The summer sessions went by quickly with the two of them keeping company. By August, Chip was up to 135. Something about 140, though was creating a psychological barrier.

Throughout October, Chip hovered at 139. Twice Francine heard him in the bathroom making strange noises. She didn’t want to press, but after it happened a third time, she was waiting on the sofa when he came back into her living room.

“Chip. Are you … throwing up again?”

“No!” Chip’s face darkened. He looked as though he’d just been sick, though, so … “Please, tell me the truth. I want to help you.”

“You do not. None of you want to help me. You just want me to be fat. Well, I won’t!” Chip grabbed his coat and bookbag and slammed out of the apartment. He’d cut class the next day and Francine went by his apartment to bring him her notes.

He recognized her knock. “Go away.” But the door was unlocked. Francine entered gingerly and found Chip in pajamas, hunched up on his futon.

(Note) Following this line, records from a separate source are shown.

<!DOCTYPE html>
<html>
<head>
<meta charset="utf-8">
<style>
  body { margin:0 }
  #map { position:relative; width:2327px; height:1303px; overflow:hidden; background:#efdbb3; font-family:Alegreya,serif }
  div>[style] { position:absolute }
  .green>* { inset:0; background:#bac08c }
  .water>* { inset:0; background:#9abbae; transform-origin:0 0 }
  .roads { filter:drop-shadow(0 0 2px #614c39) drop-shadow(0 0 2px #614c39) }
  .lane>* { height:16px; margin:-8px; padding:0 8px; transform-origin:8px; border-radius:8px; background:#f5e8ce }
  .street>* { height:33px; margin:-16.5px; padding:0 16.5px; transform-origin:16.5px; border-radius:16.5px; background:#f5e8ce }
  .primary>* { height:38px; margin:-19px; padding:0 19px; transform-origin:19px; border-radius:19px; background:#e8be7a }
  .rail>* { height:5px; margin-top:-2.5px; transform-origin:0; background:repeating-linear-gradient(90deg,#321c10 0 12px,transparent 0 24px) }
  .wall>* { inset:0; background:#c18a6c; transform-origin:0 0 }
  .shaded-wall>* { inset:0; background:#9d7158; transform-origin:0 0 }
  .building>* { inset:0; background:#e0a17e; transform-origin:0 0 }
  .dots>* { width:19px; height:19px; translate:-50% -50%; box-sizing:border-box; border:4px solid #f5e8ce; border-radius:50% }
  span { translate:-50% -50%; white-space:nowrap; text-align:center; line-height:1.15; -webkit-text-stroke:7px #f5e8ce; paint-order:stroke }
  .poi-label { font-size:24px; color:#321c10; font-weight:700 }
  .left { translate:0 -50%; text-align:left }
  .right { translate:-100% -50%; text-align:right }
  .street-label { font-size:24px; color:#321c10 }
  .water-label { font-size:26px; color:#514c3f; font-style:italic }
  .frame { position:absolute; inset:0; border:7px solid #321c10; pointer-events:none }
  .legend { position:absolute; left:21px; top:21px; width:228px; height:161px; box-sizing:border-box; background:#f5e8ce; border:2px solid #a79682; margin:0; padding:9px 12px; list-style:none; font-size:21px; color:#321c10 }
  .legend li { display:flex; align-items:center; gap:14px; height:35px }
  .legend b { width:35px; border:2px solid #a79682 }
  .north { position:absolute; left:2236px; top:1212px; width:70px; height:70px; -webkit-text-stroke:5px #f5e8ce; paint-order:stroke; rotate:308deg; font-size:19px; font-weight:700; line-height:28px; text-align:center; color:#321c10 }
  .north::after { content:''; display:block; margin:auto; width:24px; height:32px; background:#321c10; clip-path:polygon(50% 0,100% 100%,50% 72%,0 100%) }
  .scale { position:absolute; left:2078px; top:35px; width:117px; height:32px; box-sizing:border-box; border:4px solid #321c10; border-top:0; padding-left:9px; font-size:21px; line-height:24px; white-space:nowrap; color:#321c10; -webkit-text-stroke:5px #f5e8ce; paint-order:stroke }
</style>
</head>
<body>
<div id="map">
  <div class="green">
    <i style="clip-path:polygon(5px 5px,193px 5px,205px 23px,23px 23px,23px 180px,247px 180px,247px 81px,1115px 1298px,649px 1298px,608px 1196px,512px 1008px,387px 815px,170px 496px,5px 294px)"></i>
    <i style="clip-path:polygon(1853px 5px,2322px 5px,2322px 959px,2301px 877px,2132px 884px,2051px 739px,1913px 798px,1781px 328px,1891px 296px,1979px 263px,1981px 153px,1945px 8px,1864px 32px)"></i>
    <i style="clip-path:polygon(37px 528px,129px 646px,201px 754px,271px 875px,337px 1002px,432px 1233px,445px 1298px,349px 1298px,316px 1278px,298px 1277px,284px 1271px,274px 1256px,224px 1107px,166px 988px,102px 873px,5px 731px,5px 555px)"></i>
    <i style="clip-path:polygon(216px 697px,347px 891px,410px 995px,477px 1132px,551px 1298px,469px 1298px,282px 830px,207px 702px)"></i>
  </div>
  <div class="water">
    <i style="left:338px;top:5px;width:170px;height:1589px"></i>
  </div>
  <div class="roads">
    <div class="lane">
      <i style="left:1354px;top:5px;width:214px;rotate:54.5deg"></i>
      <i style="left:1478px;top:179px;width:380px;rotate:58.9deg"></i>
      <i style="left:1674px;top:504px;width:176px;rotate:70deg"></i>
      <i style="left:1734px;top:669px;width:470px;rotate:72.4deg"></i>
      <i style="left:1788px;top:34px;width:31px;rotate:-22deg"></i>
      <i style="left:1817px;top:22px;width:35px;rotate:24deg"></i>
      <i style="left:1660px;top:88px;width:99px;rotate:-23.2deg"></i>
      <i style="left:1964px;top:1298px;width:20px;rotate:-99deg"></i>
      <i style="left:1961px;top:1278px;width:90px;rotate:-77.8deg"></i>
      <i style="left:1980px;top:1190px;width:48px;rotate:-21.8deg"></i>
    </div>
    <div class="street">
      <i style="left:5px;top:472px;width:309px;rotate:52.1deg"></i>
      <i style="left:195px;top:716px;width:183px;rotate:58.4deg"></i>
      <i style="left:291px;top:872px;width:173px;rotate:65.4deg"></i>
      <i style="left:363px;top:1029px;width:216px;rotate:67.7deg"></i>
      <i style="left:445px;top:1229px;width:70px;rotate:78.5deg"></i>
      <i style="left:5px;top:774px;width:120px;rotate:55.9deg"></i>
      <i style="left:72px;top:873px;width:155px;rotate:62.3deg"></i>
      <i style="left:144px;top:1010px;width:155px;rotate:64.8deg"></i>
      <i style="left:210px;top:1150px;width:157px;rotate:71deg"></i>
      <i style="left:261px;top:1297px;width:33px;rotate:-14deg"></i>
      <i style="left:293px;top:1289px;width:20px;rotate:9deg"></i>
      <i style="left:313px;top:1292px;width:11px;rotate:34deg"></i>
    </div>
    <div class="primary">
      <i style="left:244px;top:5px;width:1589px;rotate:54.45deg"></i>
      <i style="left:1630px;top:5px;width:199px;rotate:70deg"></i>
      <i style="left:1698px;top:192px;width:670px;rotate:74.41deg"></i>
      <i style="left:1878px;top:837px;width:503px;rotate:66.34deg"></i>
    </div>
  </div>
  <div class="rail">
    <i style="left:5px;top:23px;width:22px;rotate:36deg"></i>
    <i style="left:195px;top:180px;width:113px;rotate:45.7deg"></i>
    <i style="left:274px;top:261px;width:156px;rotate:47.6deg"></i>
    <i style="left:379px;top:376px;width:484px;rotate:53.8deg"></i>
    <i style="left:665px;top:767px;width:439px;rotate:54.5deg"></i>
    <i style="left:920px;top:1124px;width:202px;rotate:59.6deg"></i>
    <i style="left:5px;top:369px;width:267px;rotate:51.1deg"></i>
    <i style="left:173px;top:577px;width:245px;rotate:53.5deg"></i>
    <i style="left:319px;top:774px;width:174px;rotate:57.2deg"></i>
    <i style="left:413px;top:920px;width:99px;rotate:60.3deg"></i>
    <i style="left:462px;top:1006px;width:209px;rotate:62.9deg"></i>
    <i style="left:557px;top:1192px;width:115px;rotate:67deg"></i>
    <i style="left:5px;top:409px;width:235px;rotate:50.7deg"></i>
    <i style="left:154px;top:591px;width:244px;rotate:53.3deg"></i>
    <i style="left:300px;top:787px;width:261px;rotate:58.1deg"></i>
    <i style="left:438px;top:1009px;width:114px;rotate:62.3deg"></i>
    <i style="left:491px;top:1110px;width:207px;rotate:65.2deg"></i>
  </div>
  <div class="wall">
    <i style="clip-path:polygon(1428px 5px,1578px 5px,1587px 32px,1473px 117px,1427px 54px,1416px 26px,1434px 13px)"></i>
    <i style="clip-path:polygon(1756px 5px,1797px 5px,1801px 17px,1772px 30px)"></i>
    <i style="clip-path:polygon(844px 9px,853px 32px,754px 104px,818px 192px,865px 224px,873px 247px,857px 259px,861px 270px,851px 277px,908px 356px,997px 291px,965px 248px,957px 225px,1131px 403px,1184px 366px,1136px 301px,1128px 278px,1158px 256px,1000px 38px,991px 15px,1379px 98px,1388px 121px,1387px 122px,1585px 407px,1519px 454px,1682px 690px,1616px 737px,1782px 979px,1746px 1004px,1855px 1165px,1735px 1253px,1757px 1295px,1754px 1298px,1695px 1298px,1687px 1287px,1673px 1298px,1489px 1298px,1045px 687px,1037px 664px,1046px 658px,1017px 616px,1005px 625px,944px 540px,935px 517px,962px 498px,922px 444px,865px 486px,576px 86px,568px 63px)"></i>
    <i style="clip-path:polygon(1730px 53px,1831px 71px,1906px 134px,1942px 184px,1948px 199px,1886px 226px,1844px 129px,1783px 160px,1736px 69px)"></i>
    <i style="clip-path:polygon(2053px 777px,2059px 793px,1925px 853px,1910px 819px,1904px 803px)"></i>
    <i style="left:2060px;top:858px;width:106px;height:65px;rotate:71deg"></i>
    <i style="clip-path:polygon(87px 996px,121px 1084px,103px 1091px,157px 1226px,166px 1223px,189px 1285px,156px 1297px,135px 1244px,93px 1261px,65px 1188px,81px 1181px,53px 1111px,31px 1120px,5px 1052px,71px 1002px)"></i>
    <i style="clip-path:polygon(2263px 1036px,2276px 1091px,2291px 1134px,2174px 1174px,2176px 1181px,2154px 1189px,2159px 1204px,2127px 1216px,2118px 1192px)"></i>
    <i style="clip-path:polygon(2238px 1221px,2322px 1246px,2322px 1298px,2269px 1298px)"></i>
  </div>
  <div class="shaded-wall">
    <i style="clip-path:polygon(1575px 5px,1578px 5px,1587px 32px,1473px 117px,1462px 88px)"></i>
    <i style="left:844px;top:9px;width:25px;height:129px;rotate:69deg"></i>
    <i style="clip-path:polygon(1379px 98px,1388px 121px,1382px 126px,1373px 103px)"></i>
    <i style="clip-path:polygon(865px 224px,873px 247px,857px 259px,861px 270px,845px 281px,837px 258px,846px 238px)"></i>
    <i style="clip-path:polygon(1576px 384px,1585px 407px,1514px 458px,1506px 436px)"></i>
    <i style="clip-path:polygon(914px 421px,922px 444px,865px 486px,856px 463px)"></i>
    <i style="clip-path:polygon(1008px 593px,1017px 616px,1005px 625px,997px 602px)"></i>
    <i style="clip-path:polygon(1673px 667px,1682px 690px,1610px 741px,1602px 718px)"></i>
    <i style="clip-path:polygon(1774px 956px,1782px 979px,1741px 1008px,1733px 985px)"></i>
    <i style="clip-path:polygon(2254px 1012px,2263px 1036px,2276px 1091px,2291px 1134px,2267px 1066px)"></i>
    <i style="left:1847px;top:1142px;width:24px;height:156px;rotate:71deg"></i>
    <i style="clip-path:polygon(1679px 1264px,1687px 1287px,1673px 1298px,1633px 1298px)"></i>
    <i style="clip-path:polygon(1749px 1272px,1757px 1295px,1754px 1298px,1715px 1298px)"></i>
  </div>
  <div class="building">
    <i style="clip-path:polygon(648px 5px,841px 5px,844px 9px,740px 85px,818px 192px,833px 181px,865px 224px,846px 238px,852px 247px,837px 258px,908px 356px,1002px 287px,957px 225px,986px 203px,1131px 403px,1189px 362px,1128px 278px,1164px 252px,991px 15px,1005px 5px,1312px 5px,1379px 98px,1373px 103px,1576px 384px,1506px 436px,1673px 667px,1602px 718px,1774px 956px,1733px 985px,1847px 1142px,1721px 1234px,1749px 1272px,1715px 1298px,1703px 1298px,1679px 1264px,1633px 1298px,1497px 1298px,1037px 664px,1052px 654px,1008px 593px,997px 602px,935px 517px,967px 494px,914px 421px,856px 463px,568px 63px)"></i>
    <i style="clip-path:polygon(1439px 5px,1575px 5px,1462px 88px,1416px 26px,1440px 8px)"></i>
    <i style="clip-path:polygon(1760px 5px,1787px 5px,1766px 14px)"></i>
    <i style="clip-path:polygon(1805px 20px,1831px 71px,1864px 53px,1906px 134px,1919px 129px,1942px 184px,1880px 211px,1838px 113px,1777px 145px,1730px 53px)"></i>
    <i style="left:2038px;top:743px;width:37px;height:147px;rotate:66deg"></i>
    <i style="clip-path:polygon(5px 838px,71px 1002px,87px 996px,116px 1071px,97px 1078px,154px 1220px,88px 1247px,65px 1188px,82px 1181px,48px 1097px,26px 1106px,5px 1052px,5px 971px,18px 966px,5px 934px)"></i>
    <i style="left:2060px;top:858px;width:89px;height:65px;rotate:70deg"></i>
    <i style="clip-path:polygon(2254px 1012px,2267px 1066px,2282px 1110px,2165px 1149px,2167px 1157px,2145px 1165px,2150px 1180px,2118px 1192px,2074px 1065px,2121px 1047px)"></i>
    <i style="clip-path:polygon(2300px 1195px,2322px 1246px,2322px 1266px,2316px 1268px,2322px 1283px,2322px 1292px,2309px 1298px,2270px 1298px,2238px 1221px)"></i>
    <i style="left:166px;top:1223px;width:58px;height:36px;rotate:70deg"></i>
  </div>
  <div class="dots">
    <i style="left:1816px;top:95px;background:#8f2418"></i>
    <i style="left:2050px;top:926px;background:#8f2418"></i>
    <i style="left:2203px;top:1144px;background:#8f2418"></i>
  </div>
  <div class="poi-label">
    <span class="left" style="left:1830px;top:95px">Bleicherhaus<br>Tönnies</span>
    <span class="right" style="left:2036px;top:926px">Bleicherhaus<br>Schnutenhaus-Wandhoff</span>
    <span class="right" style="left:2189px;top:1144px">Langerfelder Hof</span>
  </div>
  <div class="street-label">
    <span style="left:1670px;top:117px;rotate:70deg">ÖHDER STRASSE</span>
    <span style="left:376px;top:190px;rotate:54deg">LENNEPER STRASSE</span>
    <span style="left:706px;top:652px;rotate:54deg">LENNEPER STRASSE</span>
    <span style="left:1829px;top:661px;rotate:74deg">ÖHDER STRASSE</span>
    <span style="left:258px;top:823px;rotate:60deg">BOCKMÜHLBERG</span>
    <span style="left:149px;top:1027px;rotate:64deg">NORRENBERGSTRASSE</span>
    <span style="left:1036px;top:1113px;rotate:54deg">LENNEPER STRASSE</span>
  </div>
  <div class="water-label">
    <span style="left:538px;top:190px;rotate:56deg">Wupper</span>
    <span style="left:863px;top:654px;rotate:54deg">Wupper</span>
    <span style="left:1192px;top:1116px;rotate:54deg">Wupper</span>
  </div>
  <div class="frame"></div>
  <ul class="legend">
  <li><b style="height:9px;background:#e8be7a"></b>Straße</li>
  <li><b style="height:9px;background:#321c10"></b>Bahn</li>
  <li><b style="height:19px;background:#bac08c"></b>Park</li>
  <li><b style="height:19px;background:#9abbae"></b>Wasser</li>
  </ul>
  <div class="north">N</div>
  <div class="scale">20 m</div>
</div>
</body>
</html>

“Sorry,” he mumbled. Francine sat down behind him and stroked his hair. “I just feel so fat. People are staring again.”

“Who’s staring?”

“In class … on the street … everyone.” He stood up and slapped his stomach. Still thin everywhere else, he had, typically for anorexics, regained weight first in his stomach. The effect, of course, was that his belly appeared distended in proportion to the rest of him. It was beginning to even out; his arms, legs and face were less skeletal. But his abdomen was still the biggest part of him. Naturally, it made him upset and self-conscious.

Francine tugged him back down. “Chip,” she said softly. “Do you think your body is supposed to be perfect?”